Requirement: Search the entries below. Return every line that has "junction" in it.

Dataset entries

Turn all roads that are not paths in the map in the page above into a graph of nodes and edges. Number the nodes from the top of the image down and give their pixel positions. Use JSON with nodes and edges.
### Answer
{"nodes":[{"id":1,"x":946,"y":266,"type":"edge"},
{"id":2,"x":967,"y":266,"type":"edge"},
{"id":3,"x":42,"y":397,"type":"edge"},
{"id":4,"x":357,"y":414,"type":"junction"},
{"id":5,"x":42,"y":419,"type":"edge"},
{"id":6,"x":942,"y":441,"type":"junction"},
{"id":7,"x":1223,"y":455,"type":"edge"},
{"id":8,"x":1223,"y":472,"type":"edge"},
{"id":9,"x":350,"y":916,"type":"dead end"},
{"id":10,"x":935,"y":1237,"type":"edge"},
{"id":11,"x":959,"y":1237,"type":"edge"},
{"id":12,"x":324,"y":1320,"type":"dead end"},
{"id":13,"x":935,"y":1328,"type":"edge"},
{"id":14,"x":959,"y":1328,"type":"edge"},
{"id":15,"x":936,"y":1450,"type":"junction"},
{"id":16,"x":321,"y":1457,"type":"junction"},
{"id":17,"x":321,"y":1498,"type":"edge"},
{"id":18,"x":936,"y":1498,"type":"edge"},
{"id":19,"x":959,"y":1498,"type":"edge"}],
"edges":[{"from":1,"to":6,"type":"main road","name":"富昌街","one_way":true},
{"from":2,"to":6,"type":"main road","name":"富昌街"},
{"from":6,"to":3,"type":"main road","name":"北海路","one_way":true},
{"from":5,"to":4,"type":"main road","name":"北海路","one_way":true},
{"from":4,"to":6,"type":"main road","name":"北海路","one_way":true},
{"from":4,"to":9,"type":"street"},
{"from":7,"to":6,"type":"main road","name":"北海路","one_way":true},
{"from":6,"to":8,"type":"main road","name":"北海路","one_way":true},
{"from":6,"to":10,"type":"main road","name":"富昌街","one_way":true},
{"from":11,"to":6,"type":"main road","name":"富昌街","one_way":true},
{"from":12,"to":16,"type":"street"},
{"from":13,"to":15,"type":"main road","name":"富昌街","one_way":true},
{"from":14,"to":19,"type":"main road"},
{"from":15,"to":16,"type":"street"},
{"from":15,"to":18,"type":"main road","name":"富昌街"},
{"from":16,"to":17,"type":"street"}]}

Solution for this exercise:
{"id":4,"x":357,"y":414,"type":"junction"},
{"id":6,"x":942,"y":441,"type":"junction"},
{"id":15,"x":936,"y":1450,"type":"junction"},
{"id":16,"x":321,"y":1457,"type":"junction"},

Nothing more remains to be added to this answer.